Have a tea towel handy while frying the tortillas, and begin stacking them directly on top of one another, covered with a towel, to keep warm before serving. You don’t want to cook the tortillas in advance of your meal because they will become mealy and oddly textured once they’ve sat around and become cold. They really don’t take much time at all to fry, so prepare all your taco ingredients (or whatever you’re eating), then make the tortilla dough and portion and fry so you can serve everything straight away.
Trust me, you won’t be disappointed.
For the best work flow making tortilla I find it’s best to roll all the portions into smooth balls, cover with a towel or plastic to keep from drying, and just roll one out flat as you go while one is frying. For example: you have 10 balls all rolled and covered, a piece of tin foil ready to go, and a pan nice and hot ready to go with a tea towel on the side to stack them in. You roll out one of the balls into a flat disk and toss it in the hot pan, then you spend 30 to 60 seconds rolling out the next one while the first tortilla is frying on it’s first side. Then you stop and flip the tortilla in the pan, wait 30 seconds, toss it between the layers of your tea towel, and then place your 2nd rolled out tortilla into the pan. I find that this work flow is best because you can adjust the thickness or thinness of your tortillas as you go. Once you fry one or two you’ll understand the texture a little better and you’ll be able to judge whether or not the next one should be thicker or thinner. This is the best way to learn how to get them juuuust right.

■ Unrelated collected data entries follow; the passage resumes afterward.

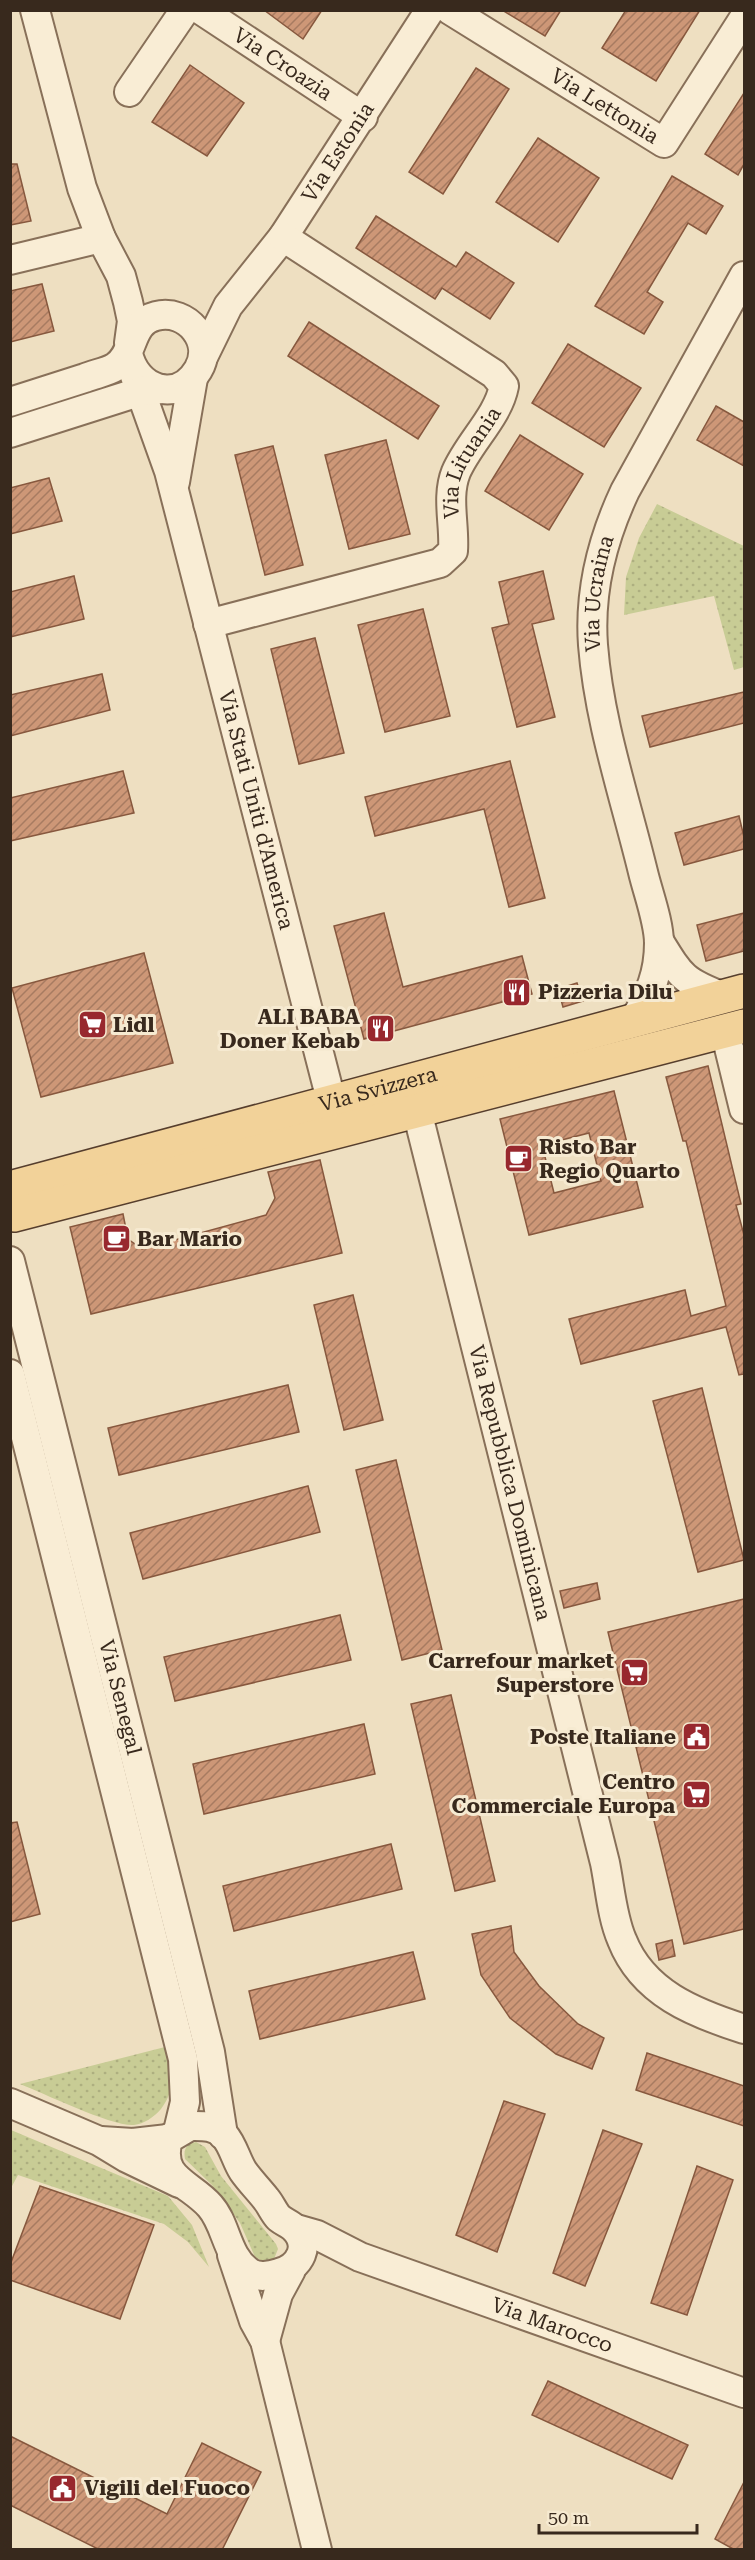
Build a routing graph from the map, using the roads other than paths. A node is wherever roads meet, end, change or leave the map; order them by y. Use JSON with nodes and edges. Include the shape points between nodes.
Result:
{"nodes":[{"id":1,"x":35,"y":10,"type":"edge"},
{"id":2,"x":185,"y":10,"type":"edge"},
{"id":3,"x":201,"y":10,"type":"edge"},
{"id":4,"x":430,"y":10,"type":"edge"},
{"id":5,"x":450,"y":10,"type":"edge"},
{"id":6,"x":744,"y":18,"type":"edge"},
{"id":7,"x":129,"y":92,"type":"dead end"},
{"id":8,"x":363,"y":117,"type":"junction"},
{"id":9,"x":283,"y":237,"type":"junction"},
{"id":10,"x":101,"y":238,"type":"junction"},
{"id":11,"x":10,"y":260,"type":"edge"},
{"id":12,"x":121,"y":276,"type":"junction"},
{"id":13,"x":744,"y":276,"type":"edge"},
{"id":14,"x":242,"y":291,"type":"junction"},
{"id":15,"x":175,"y":316,"type":"junction"},
{"id":16,"x":198,"y":367,"type":"junction"},
{"id":17,"x":139,"y":379,"type":"junction"},
{"id":18,"x":10,"y":402,"type":"edge"},
{"id":19,"x":10,"y":433,"type":"edge"},
{"id":20,"x":174,"y":490,"type":"junction"},
{"id":21,"x":208,"y":624,"type":"junction"},
{"id":22,"x":659,"y":941,"type":"junction"},
{"id":23,"x":734,"y":994,"type":"edge"},
{"id":24,"x":634,"y":1020,"type":"junction"},
{"id":25,"x":735,"y":1028,"type":"edge"},
{"id":26,"x":414,"y":1096,"type":"junction"},
{"id":27,"x":744,"y":1109,"type":"edge"},
{"id":28,"x":335,"y":1117,"type":"junction"},
{"id":29,"x":11,"y":1205,"type":"edge"},
{"id":30,"x":10,"y":1261,"type":"edge"},
{"id":31,"x":10,"y":1374,"type":"edge"},
{"id":32,"x":744,"y":2030,"type":"edge"},
{"id":33,"x":10,"y":2103,"type":"edge"},
{"id":34,"x":173,"y":2135,"type":"junction"},
{"id":35,"x":223,"y":2135,"type":"junction"},
{"id":36,"x":99,"y":2140,"type":"junction"},
{"id":37,"x":179,"y":2183,"type":"junction"},
{"id":38,"x":296,"y":2229,"type":"junction"},
{"id":39,"x":228,"y":2245,"type":"junction"},
{"id":40,"x":360,"y":2257,"type":"junction"},
{"id":41,"x":295,"y":2265,"type":"junction"},
{"id":42,"x":265,"y":2341,"type":"junction"},
{"id":43,"x":744,"y":2393,"type":"edge"},
{"id":44,"x":316,"y":2550,"type":"edge"}],
"edges":[{"from":1,"to":10,"type":"street","name":"Via Stati Uniti d'America","via":[[82,188]]},
{"from":2,"to":7,"type":"street"},
{"from":3,"to":8,"type":"street","name":"Via Croazia"},
{"from":4,"to":8,"type":"street","name":"Via Estonia"},
{"from":5,"to":6,"type":"street","name":"Via Lettonia","via":[[664,143]]},
{"from":8,"to":9,"type":"street","name":"Via Estonia"},
{"from":9,"to":14,"type":"street","name":"Via Estonia"},
{"from":9,"to":21,"type":"street","name":"Via Lituania","via":[[494,374],[504,386],[502,398],[456,473],[451,510],[453,551],[447,558]]},
{"from":10,"to":11,"type":"street"},
{"from":10,"to":12,"type":"street","name":"Via Stati Uniti d'America"},
{"from":12,"to":15,"type":"street","name":"Via Stati Uniti d'America","via":[[154,308]]},
{"from":12,"to":17,"type":"street","name":"Via Stati Uniti d'America","via":[[132,321]]},
{"from":13,"to":22,"type":"street","name":"Via Ucraina","via":[[625,491],[598,560],[593,625],[595,668]]},
{"from":14,"to":15,"type":"street","name":"Via Estonia","via":[[200,315]]},
{"from":14,"to":16,"type":"street","name":"Via Estonia","via":[[228,306]]},
{"from":15,"to":16,"type":"street","via":[[199,334]]},
{"from":15,"to":17,"type":"street","via":[[155,316],[134,331]]},
{"from":16,"to":17,"type":"street","via":[[184,385],[173,389]]},
{"from":16,"to":20,"type":"street","name":"Via Stati Uniti d'America"},
{"from":17,"to":18,"type":"street","via":[[113,368]]},
{"from":17,"to":19,"type":"street"},
{"from":17,"to":20,"type":"street","name":"Via Stati Uniti d'America"},
{"from":20,"to":21,"type":"street","name":"Via Stati Uniti d'America"},
{"from":21,"to":28,"type":"street","name":"Via Stati Uniti d'America"},
{"from":22,"to":23,"type":"street","name":"Via Ucraina","via":[[676,969],[696,987]]},
{"from":22,"to":24,"type":"street","name":"Via Ucraina","via":[[655,980]]},
{"from":23,"to":24,"type":"main road","name":"Via Svizzera"},
{"from":24,"to":26,"type":"main road","name":"Via Svizzera"},
{"from":25,"to":26,"type":"main road","name":"Via Svizzera"},
{"from":25,"to":27,"type":"street"},
{"from":26,"to":28,"type":"main road","name":"Via Svizzera"},
{"from":26,"to":32,"type":"street","name":"Via Repubblica Dominicana","via":[[621,1939],[642,1974],[665,1996]]},
{"from":28,"to":29,"type":"main road","name":"Via Svizzera"},
{"from":30,"to":35,"type":"street","name":"Via Senegal","via":[[210,2052]]},
{"from":31,"to":34,"type":"street","name":"Via Senegal","via":[[183,2060],[185,2102]]},
{"from":33,"to":36,"type":"street"},
{"from":34,"to":35,"type":"street","via":[[190,2126],[212,2127]]},
{"from":34,"to":36,"type":"street","via":[[133,2143]]},
{"from":34,"to":37,"type":"street","name":"Via Senegal","via":[[165,2151],[169,2168]]},
{"from":35,"to":38,"type":"street","via":[[279,2218]]},
{"from":36,"to":37,"type":"street"},
{"from":37,"to":39,"type":"street","via":[[214,2210]]},
{"from":38,"to":40,"type":"street","name":"Via Marocco"},
{"from":38,"to":41,"type":"street","via":[[302,2249]]},
{"from":39,"to":41,"type":"street","name":"Via Marocco","via":[[249,2272],[261,2276]]},
{"from":39,"to":42,"type":"street","via":[[254,2321]]},
{"from":40,"to":41,"type":"street","name":"Via Marocco","via":[[325,2256]]},
{"from":40,"to":43,"type":"street","name":"Via Marocco"},
{"from":41,"to":42,"type":"street","via":[[278,2294]]},
{"from":42,"to":44,"type":"street"}]}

Note that when they come out of the hot pan they will be a little bit stiffer than you think they should be – but once they’ve been stacked together inside the tea towel they’ll sort of steam in their warm vapours and become soft and pliable again. I also threw a large bowl or domed plate on top of the towel to keep in even more moisture and warmth.
Making corn tortillas in Antigua, Guatemala
Dough for Corn Tortillas
1/2 cup – masa harina flour (maseca)
1/3 cup + 2 tsp – water, at room temperature (or more if needed)
liberal pinch – salt
And oh so damn delicious they are.
Enjoy – preferably with a cold beer or margarita!